◆ Task directions: Lines holding the word "Alessandria" are the ones to copy from the data below.

(Data entries)
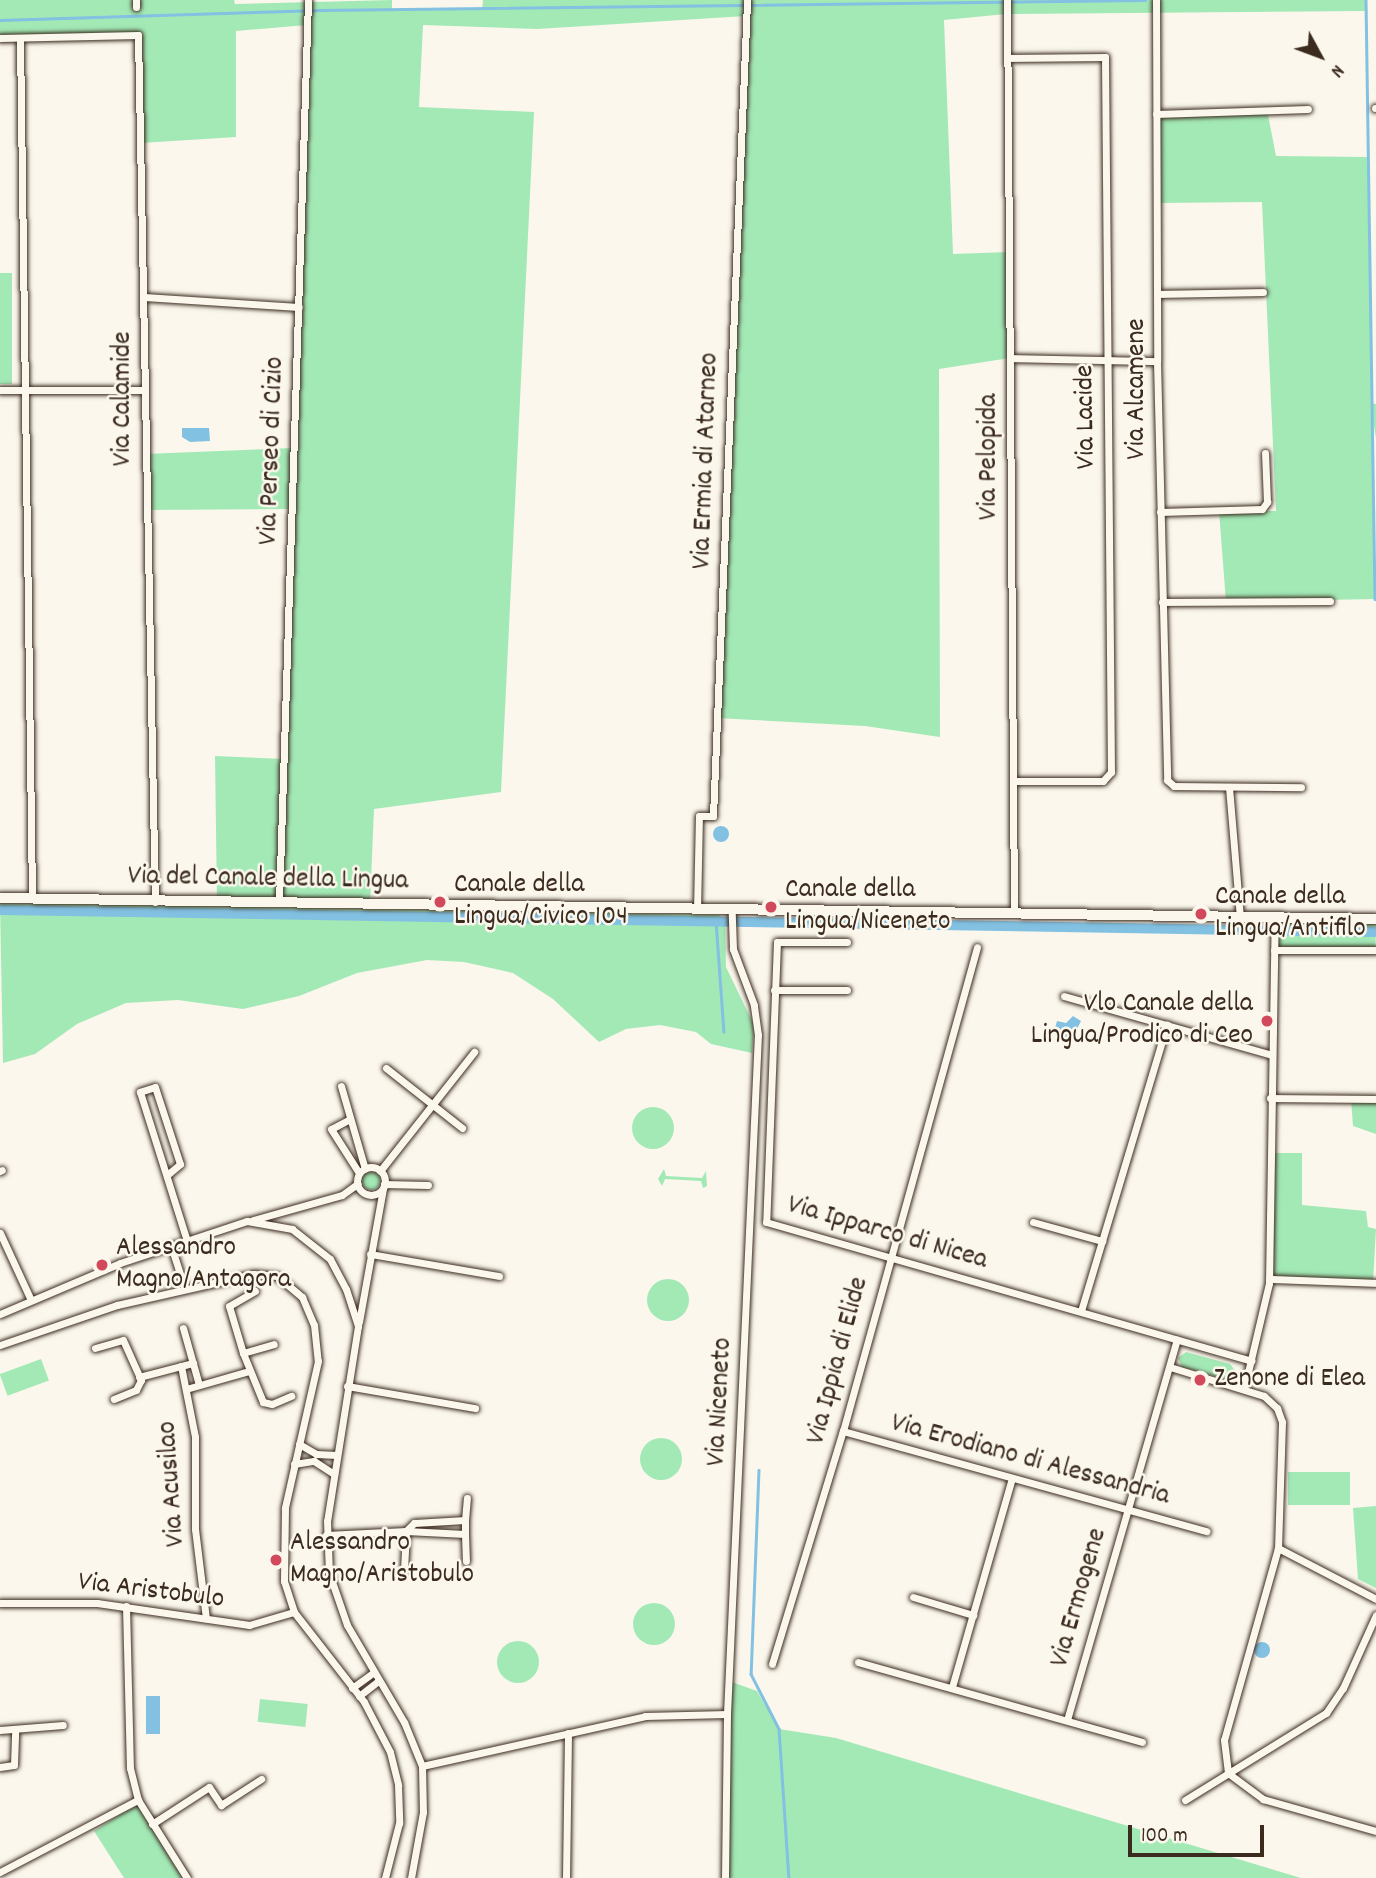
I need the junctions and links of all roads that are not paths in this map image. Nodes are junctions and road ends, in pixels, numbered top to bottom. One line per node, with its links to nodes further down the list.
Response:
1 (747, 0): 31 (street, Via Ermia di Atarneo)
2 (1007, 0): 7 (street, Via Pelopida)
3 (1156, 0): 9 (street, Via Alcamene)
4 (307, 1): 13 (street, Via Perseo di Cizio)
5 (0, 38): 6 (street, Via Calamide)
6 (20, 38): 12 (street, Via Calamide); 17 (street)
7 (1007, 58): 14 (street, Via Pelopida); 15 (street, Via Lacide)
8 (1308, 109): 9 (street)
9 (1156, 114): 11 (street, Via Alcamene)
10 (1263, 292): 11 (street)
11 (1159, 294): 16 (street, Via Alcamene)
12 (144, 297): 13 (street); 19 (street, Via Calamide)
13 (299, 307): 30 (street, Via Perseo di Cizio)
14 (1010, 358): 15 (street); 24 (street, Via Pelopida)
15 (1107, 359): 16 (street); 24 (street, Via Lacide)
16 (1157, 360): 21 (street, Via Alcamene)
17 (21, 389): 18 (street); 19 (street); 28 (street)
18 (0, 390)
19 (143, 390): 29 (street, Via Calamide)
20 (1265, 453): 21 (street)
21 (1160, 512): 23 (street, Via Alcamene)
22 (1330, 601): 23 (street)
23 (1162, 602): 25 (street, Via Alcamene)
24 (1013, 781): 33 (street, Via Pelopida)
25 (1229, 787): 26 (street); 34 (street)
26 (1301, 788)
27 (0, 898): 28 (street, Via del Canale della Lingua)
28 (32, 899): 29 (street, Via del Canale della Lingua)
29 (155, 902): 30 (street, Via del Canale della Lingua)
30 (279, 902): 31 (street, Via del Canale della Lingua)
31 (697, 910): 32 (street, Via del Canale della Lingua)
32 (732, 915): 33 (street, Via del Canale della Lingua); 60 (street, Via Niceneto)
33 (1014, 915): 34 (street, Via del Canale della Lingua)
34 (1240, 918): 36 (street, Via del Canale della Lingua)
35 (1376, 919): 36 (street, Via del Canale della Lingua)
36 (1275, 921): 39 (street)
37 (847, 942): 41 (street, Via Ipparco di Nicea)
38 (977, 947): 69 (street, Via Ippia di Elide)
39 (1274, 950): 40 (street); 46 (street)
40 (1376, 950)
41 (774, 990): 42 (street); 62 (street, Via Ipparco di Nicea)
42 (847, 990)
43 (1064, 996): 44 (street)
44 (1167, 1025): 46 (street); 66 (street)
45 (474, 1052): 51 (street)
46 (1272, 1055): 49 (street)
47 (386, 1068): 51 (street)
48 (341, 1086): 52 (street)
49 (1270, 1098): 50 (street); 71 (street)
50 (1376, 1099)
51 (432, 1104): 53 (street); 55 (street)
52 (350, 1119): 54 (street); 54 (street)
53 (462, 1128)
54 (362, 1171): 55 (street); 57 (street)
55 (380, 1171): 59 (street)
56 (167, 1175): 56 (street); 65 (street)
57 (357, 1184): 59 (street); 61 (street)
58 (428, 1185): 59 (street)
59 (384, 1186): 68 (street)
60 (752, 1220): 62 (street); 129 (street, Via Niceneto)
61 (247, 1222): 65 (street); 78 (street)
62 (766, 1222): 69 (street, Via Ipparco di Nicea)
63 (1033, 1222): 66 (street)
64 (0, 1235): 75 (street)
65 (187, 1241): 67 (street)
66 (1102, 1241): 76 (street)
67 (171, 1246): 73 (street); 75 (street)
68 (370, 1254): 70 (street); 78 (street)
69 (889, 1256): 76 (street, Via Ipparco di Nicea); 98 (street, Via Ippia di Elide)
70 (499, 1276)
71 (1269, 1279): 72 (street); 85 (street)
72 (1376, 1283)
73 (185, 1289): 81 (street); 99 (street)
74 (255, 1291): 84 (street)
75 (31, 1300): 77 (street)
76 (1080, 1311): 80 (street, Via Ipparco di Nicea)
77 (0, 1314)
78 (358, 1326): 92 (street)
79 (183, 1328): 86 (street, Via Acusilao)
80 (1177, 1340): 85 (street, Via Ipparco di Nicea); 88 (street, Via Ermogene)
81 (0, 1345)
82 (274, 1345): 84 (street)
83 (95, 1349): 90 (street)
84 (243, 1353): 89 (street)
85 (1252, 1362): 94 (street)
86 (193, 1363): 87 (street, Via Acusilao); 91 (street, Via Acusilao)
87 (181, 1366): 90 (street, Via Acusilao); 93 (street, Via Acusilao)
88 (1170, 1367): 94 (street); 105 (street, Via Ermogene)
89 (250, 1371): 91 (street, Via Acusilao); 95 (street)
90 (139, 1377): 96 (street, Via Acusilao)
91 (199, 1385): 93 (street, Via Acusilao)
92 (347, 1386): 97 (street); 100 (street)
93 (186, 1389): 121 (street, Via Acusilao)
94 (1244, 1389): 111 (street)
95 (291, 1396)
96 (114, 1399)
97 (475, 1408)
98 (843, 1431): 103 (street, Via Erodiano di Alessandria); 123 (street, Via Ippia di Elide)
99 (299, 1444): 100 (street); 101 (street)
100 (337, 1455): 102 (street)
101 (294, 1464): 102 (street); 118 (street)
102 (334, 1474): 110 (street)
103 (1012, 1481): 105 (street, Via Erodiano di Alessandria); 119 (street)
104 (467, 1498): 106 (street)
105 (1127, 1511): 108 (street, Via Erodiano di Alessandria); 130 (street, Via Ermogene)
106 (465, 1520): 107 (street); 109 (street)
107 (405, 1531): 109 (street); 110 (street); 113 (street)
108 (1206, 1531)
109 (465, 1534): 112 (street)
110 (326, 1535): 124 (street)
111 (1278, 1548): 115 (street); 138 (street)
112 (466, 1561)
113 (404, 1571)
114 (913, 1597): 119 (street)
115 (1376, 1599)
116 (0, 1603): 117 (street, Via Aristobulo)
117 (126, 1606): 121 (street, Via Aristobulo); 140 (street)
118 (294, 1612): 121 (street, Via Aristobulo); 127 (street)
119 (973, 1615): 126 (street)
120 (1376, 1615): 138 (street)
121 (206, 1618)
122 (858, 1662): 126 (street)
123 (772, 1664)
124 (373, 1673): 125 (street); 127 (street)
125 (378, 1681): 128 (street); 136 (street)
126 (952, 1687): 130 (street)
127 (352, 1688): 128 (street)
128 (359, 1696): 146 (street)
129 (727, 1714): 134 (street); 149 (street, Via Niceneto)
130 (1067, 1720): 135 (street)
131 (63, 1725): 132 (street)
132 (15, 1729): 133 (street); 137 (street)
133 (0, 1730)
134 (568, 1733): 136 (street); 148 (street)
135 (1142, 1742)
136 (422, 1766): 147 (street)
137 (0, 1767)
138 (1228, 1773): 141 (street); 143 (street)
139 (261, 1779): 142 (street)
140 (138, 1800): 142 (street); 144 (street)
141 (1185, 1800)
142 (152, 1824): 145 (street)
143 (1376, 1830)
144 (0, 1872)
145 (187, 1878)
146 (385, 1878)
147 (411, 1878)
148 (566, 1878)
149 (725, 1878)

◆ Exercise output:
98 (843, 1431): 103 (street, Via Erodiano di Alessandria); 123 (street, Via Ippia di Elide)
103 (1012, 1481): 105 (street, Via Erodiano di Alessandria); 119 (street)
105 (1127, 1511): 108 (street, Via Erodiano di Alessandria); 130 (street, Via Ermogene)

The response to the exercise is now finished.